Home Blog RTSP Streams for AI Pipelines
AI & Vision

The Pain of Getting RTSP Streams to Cloud AI Pipelines — and How We Approached It

📅 March 22, 2026 ⏱️ 9 min read 🏷️ AI, RTSP, Video Analytics, Security

If you've ever tried to pipe live IP camera streams into a cloud AI pipeline — object detection, people counting, license plate recognition, anomaly detection — you know the options aren't great. The cameras live on a private LAN. Your AI servers live in the cloud. And the gap between them is surprisingly painful to bridge securely, reliably, and without an unreasonable engineering investment.

This is a problem we ran into constantly when talking to security operators, integrators, and AI vendors. So we built TheRelay specifically to solve it. Here's an honest breakdown of why the problem is hard, what it actually costs, and how we approached it differently.

Why Bridging Cameras to AI Is Harder Than It Looks

IP cameras broadcast RTSP on your local network — typically on port 554. That stream is accessible from any device on the same LAN, making it easy for on-premise NVRs and VMS software to consume it. But the moment you want a cloud service to process that video — whether it's your own model or a third-party AI vendor — you hit a wall.

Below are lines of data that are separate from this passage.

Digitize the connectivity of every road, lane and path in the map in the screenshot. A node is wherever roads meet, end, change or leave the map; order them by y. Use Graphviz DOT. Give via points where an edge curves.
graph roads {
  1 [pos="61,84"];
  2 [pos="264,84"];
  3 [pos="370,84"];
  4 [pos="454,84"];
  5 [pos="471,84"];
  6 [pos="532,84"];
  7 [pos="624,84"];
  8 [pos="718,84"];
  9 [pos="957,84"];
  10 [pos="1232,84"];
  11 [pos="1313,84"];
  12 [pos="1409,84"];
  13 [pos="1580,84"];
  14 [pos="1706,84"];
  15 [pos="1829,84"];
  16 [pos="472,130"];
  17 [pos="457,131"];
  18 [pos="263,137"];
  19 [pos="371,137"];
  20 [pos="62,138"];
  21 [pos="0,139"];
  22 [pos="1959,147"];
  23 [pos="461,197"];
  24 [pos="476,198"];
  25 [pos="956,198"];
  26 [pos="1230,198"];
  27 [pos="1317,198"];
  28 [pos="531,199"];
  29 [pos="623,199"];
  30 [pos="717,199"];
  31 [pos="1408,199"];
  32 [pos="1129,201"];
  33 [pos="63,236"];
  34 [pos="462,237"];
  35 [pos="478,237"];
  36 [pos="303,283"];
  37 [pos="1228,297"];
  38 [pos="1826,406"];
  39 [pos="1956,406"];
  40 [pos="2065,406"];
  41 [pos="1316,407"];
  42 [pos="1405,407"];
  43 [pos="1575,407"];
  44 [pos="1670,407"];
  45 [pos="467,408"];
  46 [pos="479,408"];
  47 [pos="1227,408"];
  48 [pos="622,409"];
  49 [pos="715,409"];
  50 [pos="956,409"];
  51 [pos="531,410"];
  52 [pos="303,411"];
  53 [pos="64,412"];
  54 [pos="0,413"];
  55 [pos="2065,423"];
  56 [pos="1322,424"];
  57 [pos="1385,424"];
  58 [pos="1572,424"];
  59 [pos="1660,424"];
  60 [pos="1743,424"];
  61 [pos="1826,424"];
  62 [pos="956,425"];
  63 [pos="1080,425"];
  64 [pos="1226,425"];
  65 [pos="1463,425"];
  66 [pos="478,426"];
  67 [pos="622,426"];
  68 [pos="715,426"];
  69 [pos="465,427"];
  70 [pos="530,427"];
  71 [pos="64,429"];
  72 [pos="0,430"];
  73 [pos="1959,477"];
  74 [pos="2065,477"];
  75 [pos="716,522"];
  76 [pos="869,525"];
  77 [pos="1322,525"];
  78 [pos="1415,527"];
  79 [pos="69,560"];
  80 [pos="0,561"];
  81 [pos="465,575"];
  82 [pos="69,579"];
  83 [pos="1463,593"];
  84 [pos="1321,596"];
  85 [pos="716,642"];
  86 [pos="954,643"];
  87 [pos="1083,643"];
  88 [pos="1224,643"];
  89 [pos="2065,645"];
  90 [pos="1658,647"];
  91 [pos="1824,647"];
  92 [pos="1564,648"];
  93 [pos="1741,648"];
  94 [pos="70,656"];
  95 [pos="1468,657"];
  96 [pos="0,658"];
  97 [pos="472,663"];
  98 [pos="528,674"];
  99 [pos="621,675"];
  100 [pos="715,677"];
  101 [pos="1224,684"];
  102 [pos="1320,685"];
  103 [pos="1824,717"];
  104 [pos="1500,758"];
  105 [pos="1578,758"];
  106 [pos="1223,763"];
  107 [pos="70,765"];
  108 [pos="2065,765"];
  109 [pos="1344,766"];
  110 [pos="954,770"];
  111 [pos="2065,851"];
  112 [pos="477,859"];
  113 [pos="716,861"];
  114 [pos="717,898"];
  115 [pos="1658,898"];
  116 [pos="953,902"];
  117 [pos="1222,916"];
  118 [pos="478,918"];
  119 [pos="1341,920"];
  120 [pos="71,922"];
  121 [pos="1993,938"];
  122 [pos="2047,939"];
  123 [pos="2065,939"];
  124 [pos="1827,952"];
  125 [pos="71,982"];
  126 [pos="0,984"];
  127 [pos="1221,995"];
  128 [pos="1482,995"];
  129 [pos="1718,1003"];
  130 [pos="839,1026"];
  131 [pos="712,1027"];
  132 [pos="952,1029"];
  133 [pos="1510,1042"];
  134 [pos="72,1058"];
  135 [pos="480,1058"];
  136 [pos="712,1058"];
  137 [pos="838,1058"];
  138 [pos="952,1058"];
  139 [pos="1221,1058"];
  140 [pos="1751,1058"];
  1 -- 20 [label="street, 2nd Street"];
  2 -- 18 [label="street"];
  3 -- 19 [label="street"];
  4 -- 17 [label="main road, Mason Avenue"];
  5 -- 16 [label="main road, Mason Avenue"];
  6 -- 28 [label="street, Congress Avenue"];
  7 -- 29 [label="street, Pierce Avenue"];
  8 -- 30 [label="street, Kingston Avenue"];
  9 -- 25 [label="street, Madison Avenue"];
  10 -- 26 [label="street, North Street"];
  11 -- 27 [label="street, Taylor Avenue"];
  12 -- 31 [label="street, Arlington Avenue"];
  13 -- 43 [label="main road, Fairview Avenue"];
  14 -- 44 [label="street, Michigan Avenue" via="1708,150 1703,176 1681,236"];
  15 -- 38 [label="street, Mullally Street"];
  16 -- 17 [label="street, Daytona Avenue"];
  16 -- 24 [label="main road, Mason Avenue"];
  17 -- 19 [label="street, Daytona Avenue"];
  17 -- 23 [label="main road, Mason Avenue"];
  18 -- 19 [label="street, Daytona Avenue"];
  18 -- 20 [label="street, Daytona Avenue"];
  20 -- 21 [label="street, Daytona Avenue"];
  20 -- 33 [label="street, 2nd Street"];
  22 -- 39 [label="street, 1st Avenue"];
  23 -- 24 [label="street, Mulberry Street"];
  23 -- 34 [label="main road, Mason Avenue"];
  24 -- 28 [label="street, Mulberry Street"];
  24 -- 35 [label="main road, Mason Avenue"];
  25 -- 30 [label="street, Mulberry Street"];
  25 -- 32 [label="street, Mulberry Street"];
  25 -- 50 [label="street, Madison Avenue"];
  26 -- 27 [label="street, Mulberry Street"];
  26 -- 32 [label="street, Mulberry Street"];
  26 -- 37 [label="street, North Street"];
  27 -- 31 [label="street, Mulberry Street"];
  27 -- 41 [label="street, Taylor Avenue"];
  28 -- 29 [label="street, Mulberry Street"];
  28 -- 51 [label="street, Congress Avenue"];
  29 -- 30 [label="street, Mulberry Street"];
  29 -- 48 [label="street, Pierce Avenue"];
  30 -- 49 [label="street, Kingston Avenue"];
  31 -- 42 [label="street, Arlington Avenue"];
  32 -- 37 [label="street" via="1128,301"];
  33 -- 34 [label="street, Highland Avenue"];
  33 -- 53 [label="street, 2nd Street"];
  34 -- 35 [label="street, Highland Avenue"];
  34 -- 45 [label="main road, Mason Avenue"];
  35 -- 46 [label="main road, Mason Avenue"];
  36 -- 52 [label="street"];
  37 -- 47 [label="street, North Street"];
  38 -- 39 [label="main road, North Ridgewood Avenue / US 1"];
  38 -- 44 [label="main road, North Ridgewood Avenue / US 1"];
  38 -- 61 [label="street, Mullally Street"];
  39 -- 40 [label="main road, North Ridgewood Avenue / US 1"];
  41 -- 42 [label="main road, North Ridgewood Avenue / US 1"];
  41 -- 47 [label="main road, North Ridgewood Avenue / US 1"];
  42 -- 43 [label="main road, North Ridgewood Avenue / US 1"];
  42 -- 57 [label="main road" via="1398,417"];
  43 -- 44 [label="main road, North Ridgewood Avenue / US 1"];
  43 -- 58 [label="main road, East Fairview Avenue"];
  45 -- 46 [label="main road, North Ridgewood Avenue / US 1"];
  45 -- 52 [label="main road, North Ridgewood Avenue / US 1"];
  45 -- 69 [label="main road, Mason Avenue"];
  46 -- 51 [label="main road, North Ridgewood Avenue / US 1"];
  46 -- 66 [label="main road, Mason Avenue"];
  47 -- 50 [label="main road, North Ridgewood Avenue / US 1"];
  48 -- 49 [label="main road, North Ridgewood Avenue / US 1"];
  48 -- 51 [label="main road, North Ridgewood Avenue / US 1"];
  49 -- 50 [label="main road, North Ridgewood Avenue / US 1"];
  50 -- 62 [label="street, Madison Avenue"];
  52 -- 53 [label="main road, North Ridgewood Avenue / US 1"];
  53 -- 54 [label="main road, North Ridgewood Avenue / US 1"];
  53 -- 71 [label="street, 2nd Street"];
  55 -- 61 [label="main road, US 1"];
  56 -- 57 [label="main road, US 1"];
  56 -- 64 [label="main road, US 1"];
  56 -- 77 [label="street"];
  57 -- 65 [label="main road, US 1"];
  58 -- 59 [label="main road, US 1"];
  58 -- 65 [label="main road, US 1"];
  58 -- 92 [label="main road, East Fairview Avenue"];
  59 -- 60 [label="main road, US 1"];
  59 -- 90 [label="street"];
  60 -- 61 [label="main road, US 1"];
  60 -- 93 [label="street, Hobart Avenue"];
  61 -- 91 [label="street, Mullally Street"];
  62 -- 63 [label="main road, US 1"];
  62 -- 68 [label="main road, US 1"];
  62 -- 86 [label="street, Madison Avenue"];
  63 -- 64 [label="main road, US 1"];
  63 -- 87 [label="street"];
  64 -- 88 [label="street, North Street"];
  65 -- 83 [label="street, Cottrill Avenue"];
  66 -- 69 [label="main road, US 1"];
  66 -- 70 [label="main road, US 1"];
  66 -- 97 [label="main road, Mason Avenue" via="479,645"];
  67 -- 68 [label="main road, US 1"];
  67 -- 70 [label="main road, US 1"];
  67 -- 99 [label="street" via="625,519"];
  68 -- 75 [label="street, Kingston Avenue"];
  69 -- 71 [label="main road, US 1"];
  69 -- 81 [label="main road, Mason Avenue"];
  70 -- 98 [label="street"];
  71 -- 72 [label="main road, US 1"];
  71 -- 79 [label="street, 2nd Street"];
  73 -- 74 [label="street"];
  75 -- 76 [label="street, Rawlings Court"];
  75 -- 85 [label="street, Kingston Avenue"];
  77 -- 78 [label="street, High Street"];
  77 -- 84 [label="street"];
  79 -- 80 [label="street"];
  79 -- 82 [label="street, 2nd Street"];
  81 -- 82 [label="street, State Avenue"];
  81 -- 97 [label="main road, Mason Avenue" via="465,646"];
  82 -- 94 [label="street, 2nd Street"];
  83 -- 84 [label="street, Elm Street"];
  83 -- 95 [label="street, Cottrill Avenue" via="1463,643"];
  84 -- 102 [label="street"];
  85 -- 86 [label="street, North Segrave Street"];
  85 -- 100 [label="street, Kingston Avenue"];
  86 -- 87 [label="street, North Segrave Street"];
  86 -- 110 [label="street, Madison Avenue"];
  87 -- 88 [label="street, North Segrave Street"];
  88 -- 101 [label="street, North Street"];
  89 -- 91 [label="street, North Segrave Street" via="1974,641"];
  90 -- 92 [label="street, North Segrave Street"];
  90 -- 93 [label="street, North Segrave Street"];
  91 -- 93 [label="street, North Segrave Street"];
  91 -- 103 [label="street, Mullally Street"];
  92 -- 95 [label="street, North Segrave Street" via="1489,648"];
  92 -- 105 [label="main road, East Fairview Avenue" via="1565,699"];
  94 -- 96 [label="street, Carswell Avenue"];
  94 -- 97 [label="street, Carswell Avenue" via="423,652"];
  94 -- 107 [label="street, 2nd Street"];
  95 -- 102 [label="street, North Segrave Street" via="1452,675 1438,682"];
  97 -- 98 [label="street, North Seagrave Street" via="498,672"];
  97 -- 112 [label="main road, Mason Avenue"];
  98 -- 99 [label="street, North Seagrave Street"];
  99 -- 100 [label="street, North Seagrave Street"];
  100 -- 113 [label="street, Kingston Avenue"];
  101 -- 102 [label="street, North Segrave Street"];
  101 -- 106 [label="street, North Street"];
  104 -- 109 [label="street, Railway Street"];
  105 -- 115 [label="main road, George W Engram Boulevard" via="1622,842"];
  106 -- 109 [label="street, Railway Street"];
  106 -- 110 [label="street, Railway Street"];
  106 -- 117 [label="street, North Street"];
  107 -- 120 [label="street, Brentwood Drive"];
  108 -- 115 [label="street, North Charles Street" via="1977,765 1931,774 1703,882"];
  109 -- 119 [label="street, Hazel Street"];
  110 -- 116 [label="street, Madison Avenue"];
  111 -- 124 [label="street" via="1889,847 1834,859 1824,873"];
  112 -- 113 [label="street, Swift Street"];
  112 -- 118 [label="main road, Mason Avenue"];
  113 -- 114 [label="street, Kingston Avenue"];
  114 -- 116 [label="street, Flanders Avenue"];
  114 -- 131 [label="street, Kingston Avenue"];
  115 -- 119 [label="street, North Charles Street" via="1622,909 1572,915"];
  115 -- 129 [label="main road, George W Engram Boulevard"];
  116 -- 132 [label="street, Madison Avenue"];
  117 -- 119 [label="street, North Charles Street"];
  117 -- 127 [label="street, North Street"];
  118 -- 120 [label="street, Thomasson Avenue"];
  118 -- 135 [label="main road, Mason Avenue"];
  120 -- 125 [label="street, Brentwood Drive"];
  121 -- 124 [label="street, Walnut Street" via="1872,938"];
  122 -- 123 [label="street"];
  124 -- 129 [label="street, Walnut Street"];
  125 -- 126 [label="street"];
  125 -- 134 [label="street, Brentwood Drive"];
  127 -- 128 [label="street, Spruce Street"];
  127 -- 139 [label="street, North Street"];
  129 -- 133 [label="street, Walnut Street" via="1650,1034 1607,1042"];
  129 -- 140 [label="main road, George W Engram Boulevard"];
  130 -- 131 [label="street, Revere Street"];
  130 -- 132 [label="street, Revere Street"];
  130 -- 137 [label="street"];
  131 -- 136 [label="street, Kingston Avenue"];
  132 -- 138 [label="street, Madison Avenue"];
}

Cloud servers cannot reach private LAN devices. Your router's NAT blocks all inbound connections. The camera has no idea the internet exists. And the AI server, sitting in AWS or GCP, has no path to 192.168.1.100:554.

This leaves you with a short list of options, all of which have significant problems:

  • Port forward port 554 — opens your camera to the entire internet
  • Set up a VPN — works, but requires VPN client software on every AI server, and doesn't scale to external vendors
  • Self-host a relay server — pulls the stream locally, re-publishes to the cloud; works, but engineering cost is high
  • Run AI on-premise — avoids the problem but limits your AI options and hardware choices

And if you want to evaluate multiple AI vendors before committing? Now you're multiplying the complexity. Each vendor needs access to your streams. Each integration is a separate tunnel, credential share, or firewall rule.

The Obvious (Bad) Option: Port Forwarding RTSP

Port forwarding is the path of least resistance. You log into your router, forward port 554 to your camera, and hand the public IP to your AI vendor. It works — until it doesn't.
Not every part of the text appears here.